I disastri della Legge Elettorale: Storace «Io la soluzione la trovai»

Il dibattito sulla Legge Elettorale del Lazio. Ed i suoi limiti evidenti. Francesco Storace, ex governatore, trovò la soluzione nel "Listino" per l'elezione equa di un nucleo di Consiglieri regionali, bilanciando province e genere. Critica la legge elettorale attuale: "Se poi una volta eletti scappano a che serve?”

Io la soluzione la trovai col “Listino” più giusto che ci fosse: tutte le province rappresentate, metà uomini e metà donne. Il resto è fuffa, demagogia, palazzo”. Francesco Storace ha governato la Regione Lazio dal 2000 al 2005 prima di andare a fare il Ministro della Salute nel terzo Governo guidato da Silvio Berlusconi.

Sotto il suo mandato venne messo a punto il nuovo Statuto della Regione Lazio: permeato di una forte impronta cattolica e del dialogo inteso che Storace aveva con il mondo della Chiesa. Lì c’era la famiglia come nucleo centrale della società laziale: non una famiglia qualsiasi ma quella fondata sul matrimonio, celebrato in Chiesa o in Comune non faceva differenza. Da lì derivarono i sussidi per le ragazze madri, il sostegno agli oratori

Le elezioni secondo Francesco

Francesco Storace

Soprattutto c’era il nucleo portante delle regole per eleggere i 70 Consiglieri regionali del Lazio. Sessanta indicati direttamente dai cittadini con le loro preferenze, dieci al seguito del candidato Presidente eletto senza doversi far votare personalmente. Stava al candidato Presidente allestire un Listino ben bilanciato: quello di Francesco Storace prevedeva 5 nomi romani e 5 dei territori e cioè uno per ciascuna Provincia. Bilanciato anche sulla rappresentanza di genere: metà uomini e metà donne.

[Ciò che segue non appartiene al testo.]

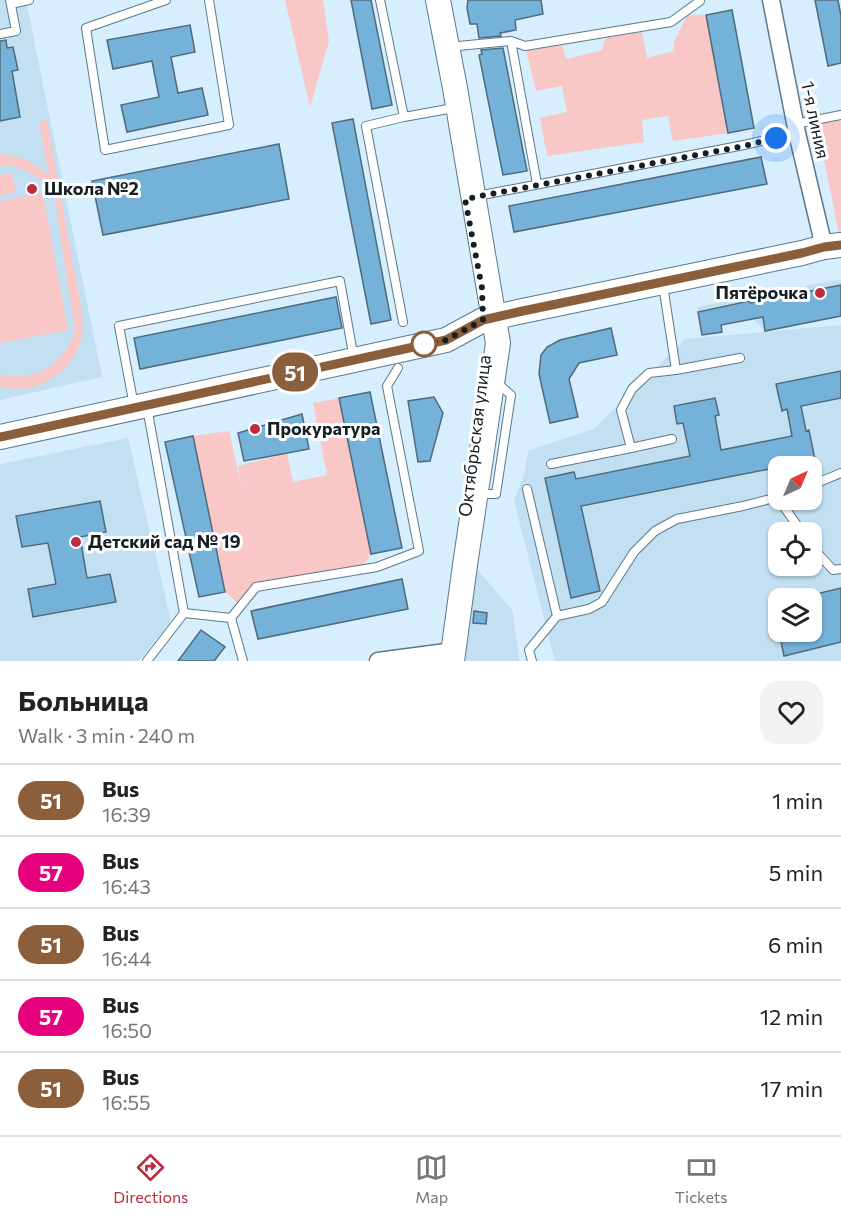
<!DOCTYPE html>
<html lang="en">
<head>
<meta charset="utf-8">
<style>
  body { margin:0; font-family:Commissioner,sans-serif; background:#f2f2f2; color:#222; height:100vh; display:flex; flex-direction:column; font-size:22px; white-space:nowrap }
  * { box-sizing:border-box; margin:0 }
  p { font-size:20px; color:#767676 }
  .icon { flex:none; width:33px; height:33px; fill:none; stroke:currentColor; stroke-width:2; stroke-linecap:round; stroke-linejoin:round }
  .map { position:relative; height:661px; overflow:hidden }
  .panel { display:flex; flex-direction:column; background:#fff; flex:1 }
  .panel>* { flex:none }
  .badge { padding:0 12px; border-radius:20px; font-size:21px; line-height:39px }
  .needle { width:39px; rotate:44deg }
  .controls { position:absolute; left:768px; top:456px; display:grid; gap:12px }
  .controls a { display:grid; place-items:center; width:54px; height:54px; border-radius:12px; background:#fff; box-shadow:0 2px 4px #0004; font-size:30px }
  .you { position:absolute; width:30px; height:30px; margin:-15px; border:4px solid #fff; border-radius:50%; background:#1a73e8; box-shadow:0 0 0 9px #1a73e833 }
  .map>.badge { position:absolute; translate:-50% -50%; box-shadow:0 0 0 3px #fff }
  .round { display:grid; place-items:center; flex:none; width:63px; height:63px; border-radius:18px; background:#f2f2f2 }
  .headline { display:flex; align-items:center; justify-content:space-between; height:102px; padding:0 18px }
  h1 { font-size:28px; font-weight:700; line-height:45px }
  ul { padding:0; list-style:none }
  li { display:flex; align-items:center; gap:18px; height:72px; padding:0 18px; border-top:2px solid #e0e0e0 }
  li div { flex:1 }
  li b { display:block; font-size:22px }
  li em { font-style:normal }
  li .badge { min-width:66px; font-weight:700; text-align:center }
  .menu { display:flex; justify-content:space-around; align-items:center; height:84px; border-top:2px solid #e0e0e0; background:#fff; font-size:16px; color:#767676 }
  .menu a { display:grid; justify-items:center; gap:3px }
  .menu .active { color:#bd2c3f }
  .map>svg:first-child { display:block }
</style>
</head>
<body>
<div class="map">
<svg width="841" height="661" viewBox="0 0 841 661">
  <rect width="100%" height="100%" fill="#d6eefe"/>
  <path fill="#c3e0f2" fill-rule="evenodd" d="M 0,0 L 26,0 L 102,377 L 0,400 Z
    M 841,279 L 841,316 L 765,331 L 753,319 L 722,325 L 722,332 L 702,335 L 697,307 Z
    M 841,325 L 841,661 L 555,661 L 514,501 L 523,477 L 529,450 L 594,429 L 685,339 ZM 778,466 L 812,466 L 812,500 L 778,500 ZM 778,532 L 812,532 L 812,566 L 778,566 ZM 778,598 L 812,598 L 812,632 L 778,632 Z
    M 128,438 L 171,621 L 139,661 L 0,661 L 0,464 Z
    M 468,558 L 513,611 L 519,661 L 455,661 Z"/>
  <path fill="#fac7c7" d="M 285,0 L 323,0 L 329,41 L 310,107 Z
    M 692,15 L 706,15 L 728,133 L 673,141 L 668,116 L 642,120 L 644,142 L 547,156 L 540,118 L 567,112 L 562,86 L 536,91 L 525,46 L 560,40 L 566,59 L 603,50 L 603,43 L 608,36 L 642,32 L 647,58 L 674,51 L 674,42 L 687,16 Z
    M 841,115 L 841,234 L 839,234 L 816,120 Z
    M 47,120 L 82,312 C 83,321 83,331 81,340 C 71,376 35,395 0,387 L 0,375 C 37,382 61,366 75,332 L 55,199 C 45,177 23,166 0,165 L 0,154 C 20,155 35,163 49,176 L 39,122 Z
    M 12,173 L 16,192 L 0,195 L 0,175 Z
    M 43,193 L 68,330 L 0,343 L 0,201 Z
    M 339,398 L 371,554 L 361,570 L 256,587 L 241,606 L 225,592 L 193,436 L 229,431 L 242,489 L 238,466 L 287,453 L 293,482 L 327,475 L 313,403 Z"/>
  <path fill="#75b2da" stroke="#506a7b" stroke-width="1.5" d="M 351,0 L 371,0 L 392,105 L 372,109 Z
    M 468,0 L 541,0 L 543,14 L 515,20 L 516,30 L 500,33 L 501,36 L 479,38 L 477,24 L 470,24 L 467,8 Z
    M 815,0 L 838,0 L 841,16 L 841,63 L 828,66 Z
    M 732,10 L 754,128 L 728,133 L 706,15 Z
    M 190,25 L 195,52 L 171,57 L 178,93 L 202,88 L 208,115 L 127,132 L 121,105 L 159,97 L 152,61 L 113,69 L 107,40 Z
    M 6,40 L 7,48 L 13,47 L 18,70 L 12,71 L 20,117 L 0,121 L 0,41 Z
    M 503,48 L 527,171 L 503,175 L 479,55 L 482,54 L 481,50 Z
    M 353,119 L 391,320 L 371,324 L 332,123 Z
    M 279,144 L 289,199 L 103,235 L 92,181 Z
    M 761,157 L 767,184 L 514,232 L 509,206 Z
    M 841,285 L 841,316 L 765,331 L 763,317 L 721,325 L 722,332 L 702,335 L 698,312 L 749,301 L 750,303 Z
    M 336,297 L 342,328 L 140,369 L 134,338 Z
    M 611,328 L 617,355 L 579,363 L 569,379 L 578,417 L 550,423 L 539,374 L 541,355 L 547,347 L 560,340 Z
    M 841,371 L 841,398 L 801,406 L 806,431 L 809,430 L 815,460 L 581,506 L 600,591 L 571,598 L 545,478 L 574,472 L 576,479 L 690,456 L 683,423 L 677,424 L 674,406 L 715,398 L 719,415 L 715,416 L 721,450 L 792,436 L 787,409 L 782,411 L 776,384 Z
    M 370,392 L 402,548 L 371,554 L 339,398 Z
    M 434,397 L 443,413 L 430,461 L 418,462 L 408,401 Z
    M 302,414 L 309,449 L 244,461 L 238,433 Z
    M 193,436 L 225,592 L 199,597 L 165,442 Z
    M 100,501 L 106,532 L 80,537 L 87,578 L 110,574 L 116,602 L 33,617 L 28,589 L 56,584 L 48,543 L 22,547 L 16,516 Z
    M 402,579 L 408,609 L 258,639 L 251,611 Z
    M 841,588 L 841,642 L 784,656 L 779,632 L 812,632 L 812,595 Z
    M 474,611 L 487,613 L 486,624 L 473,623 Z
    M 201,630 L 225,647 L 214,661 L 178,661 Z"/>
  <g fill="none" stroke-linecap="round" stroke-linejoin="round">
    <defs>
      <path id="lane" d="M 166,0 L 86,28 L 105,150 L 229,125 L 209,0
        M 380,0 L 404,117 L 448,109
        M 11,4 L 29,0
        M 0,34 L 16,31 L 10,0
        M 511,41 L 537,184
        M 448,47 L 511,41 L 525,46 L 671,22 L 700,1
        M 795,124 L 841,115
        M 477,196 L 744,145 L 797,133
        M 663,285 L 676,370 L 649,373 L 632,389 L 621,410 L 631,448 L 672,439
        M 403,322 L 366,126 L 404,117
        M 676,370 L 740,358
        M 134,406 L 119,326 L 340,281 L 354,359
        M 147,407 L 184,613 L 147,661
        M 551,464 L 631,448
        M 812,485 L 841,473
        M 527,489 L 557,616 L 589,609 L 602,602 L 634,552 L 655,531 L 677,519 L 743,506 L 778,497
        M 478,494 L 496,494 L 511,395 L 497,383
        M 779,500 L 802,532
        M 812,547 L 833,570 L 841,569
        M 184,613 L 231,618
        M 243,661 L 231,618 L 256,587 L 377,567 L 419,551 L 387,386 L 398,368
        M 532,661 L 529,650 L 557,616"/>
      <path id="street" d="M 771,0 L 797,133 L 824,247
        M 378,661 L 446,652"/>
      <path id="secondary" d="M 438,0 L 455,88 L 498,343 L 465,565 L 452,661
        M 0,437 L 446,340 L 483,320 L 518,312 L 802,253 L 824,247 L 841,245"/>
    </defs>
    <use href="#lane" stroke="#5d788a" stroke-width="10"/>
    <use href="#street" stroke="#5d788a" stroke-width="19"/>
    <use href="#secondary" stroke="#5d788a" stroke-width="26"/>
    <use href="#lane" stroke="#fff" stroke-width="8"/>
    <use href="#street" stroke="#fff" stroke-width="16"/>
    <use href="#secondary" stroke="#fff" stroke-width="24"/>
  </g>
  <g fill="none" stroke-linecap="round" stroke-linejoin="round">
    <defs>
      <path id="line" d="M 0,437 L 446,340 L 483,320 L 518,312 L 802,253 L 824,247 L 841,245"/>
    </defs>
    <use href="#line" stroke="#fff" stroke-width="14"/>
    <use href="#line" stroke="#8b5e3c" stroke-width="9"/>
    <path stroke="#131e25" stroke-width="6" stroke-dasharray="0 10.8" d="M 424,344 L 446,340 L 483,320 L 482,288 L 465,199 L 744,146 L 776,138"/>
  </g>
  <g fill="#bd2c3f" stroke="#fff" stroke-width="2">
    <circle cx="32" cy="189" r="6"/>
    <circle cx="820" cy="293" r="6"/>
    <circle cx="255" cy="429" r="6"/>
    <circle cx="76" cy="542" r="6"/>
  </g>
  <circle fill="#fff" stroke="#8b5e3c" stroke-width="3" cx="424" cy="344" r="12"/>
  <g text-anchor="middle" stroke-width="6" stroke-linejoin="round" paint-order="stroke">
    <g font-size="18" fill="#131e25" stroke="#fff">
      <text transform="translate(815 120) rotate(78)" y="6">1-я линия</text>
      <text transform="translate(475 436) rotate(-83)" y="6">Октябрьская улица</text>
    </g>
    <g font-size="18" font-weight="bold" fill="#131e25" stroke="#fff" text-anchor="start">
      <text x="44" y="195">Школа №2</text>
      <text x="808" y="299" text-anchor="end">Пятёрочка</text>
      <text x="267" y="435">Прокуратура</text>
      <text x="88" y="548">Детский сад № 19</text>
    </g>
  </g>
</svg>
<div class="controls">
<a><svg class="needle" viewBox="-14 -14 28 28"><path d="M0-13l5 13h-10z" fill="#e53935"/><path d="M0 13l5-13h-10z" fill="#767676"/></svg></a>
<a><svg class="icon" aria-label="locate" viewBox="0 0 24 24"><circle cx="12" cy="12" r="6"/><path d="M12 2v4M12 18v4M2 12h4M18 12h4"/></svg></a>
<a><svg class="icon" aria-label="layers" viewBox="0 0 24 24"><path d="M12 4l9 5-9 5-9-5zM3 14l9 5 9-5"/></svg></a>
</div>
<div class="you" style="left:776px;top:138px"></div>
<b class="badge" style="left:295px;top:372px;background:#8b5e3c;color:#fff">51</b>
</div>
<section class="panel">
<div class="headline"><div><h1>Больница</h1><p>Walk · 3 min · 240 m</p></div><a class="round"><svg class="icon" aria-label="heart" viewBox="0 0 24 24"><path d="M12 20l-8-8c-3-5 5-10 8-4 3-6 11-1 8 4z"/></svg></a></div>
<ul>
<li><span class="badge" style="background:#8b5e3c;color:#fff">51</span><div><b>Bus</b><p>16:39</p></div><em>1 min</em></li>
<li><span class="badge" style="background:#e6007e;color:#fff">57</span><div><b>Bus</b><p>16:43</p></div><em>5 min</em></li>
<li><span class="badge" style="background:#8b5e3c;color:#fff">51</span><div><b>Bus</b><p>16:44</p></div><em>6 min</em></li>
<li><span class="badge" style="background:#e6007e;color:#fff">57</span><div><b>Bus</b><p>16:50</p></div><em>12 min</em></li>
<li><span class="badge" style="background:#8b5e3c;color:#fff">51</span><div><b>Bus</b><p>16:55</p></div><em>17 min</em></li>
</ul>
</section>
<nav class="menu">
<a class="active"><svg class="icon" aria-label="directions" viewBox="0 0 24 24"><path d="M12 3l9 9-9 9-9-9zM9 14v-3h6M13 9l2 2-2 2"/></svg>Directions</a>
<a><svg class="icon" aria-label="map" viewBox="0 0 24 24"><path d="M3 6l6-2 6 2 6-2v14l-6 2-6-2-6 2zM9 4v14M15 6v14"/></svg>Map</a>
<a><svg class="icon" aria-label="tickets" viewBox="0 0 24 24"><path d="M3 7h18v10H3zM15 7v10"/></svg>Tickets</a>
</nav>
</body>
</html>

Per lui era questa la soluzione più equilibrata. Lo dice alla luce del dibattito che si sta aprendo per una revisione della Legge Elettorale Regionale. Quella di Storace venne modificata sul finire del primo mandato di Nicola Zingaretti. Ed ha messo in luce alcune lacune clamorose. L’esempio più lampante è quello che riguarda il l’assessore della Lega Pasquale Ciacciarelli: con 14.030 preferenze a Frosinone non è stato eletto, il suo collega Angelo Tripodi a Latina è entrato con 8.119. Il primo ha preso il 12,31% dei consensi mentre a Latina la percentuale è stata del 12,71%. Cioè a Ciacciarelli sarebbero serviti altri 450 voti per far scattare il seggio e toglierlo a Latina.

Ma non è l’unico paradosso. La provincia di Rieti ha 150mila abitanti ed elegge 2 Consiglieri, la provincia di Viterbo ne ha 300mila e sempre 2 ne elegge, mentre Frosinone ha mezzo milione di abitanti e ne elegge solo uno in più nonostante abbia 3 volte gli abitanti della Sabina e quasi il doppio di quelli della Tuscia.

Serve un vincolo

Il dibattito che sta iniziando a prendere corpo riporta a molto della Legge elettorale di Storace. Che fissava il numero di consiglieri che sarebbero stati eletti, provincia per provincia. Cioè si stabiliva da prima, in base alla popolazione, quanti Consiglieri regionali sarebbero stati eletti.

Ma c’è anche un altro aspetto che oggi Francesco Storace richiama all’attenzione: «Se eleggi i Consiglieri e quelli scappano altrove a che serve parlare di legge elettorale?». Il riferimento è al fatto che i Consiglieri Regionali, così come i parlamentari nazionali, sono soggetti solo al giudizio del loro elettori. Cioè non sono vincolati a restare sotto la bandiera nella quale sono stati eletti. È accaduto anche in questa Legislatura regionale: Forza Italia è passata da 3 Consiglieri eletti a 7 Consiglieri. Lo ha fatto imbarcando 2 esponenti del Movimento 5 Stelle e 2 della Lega.

In questo modo – fa capire Storace – chiunque governi deve occuparsi anche delle dinamiche interne, sottraendo energie alla gestione dei territori. Per questo, suggerisce «Una riflessione sull’inserimento di un vincolo di mandato».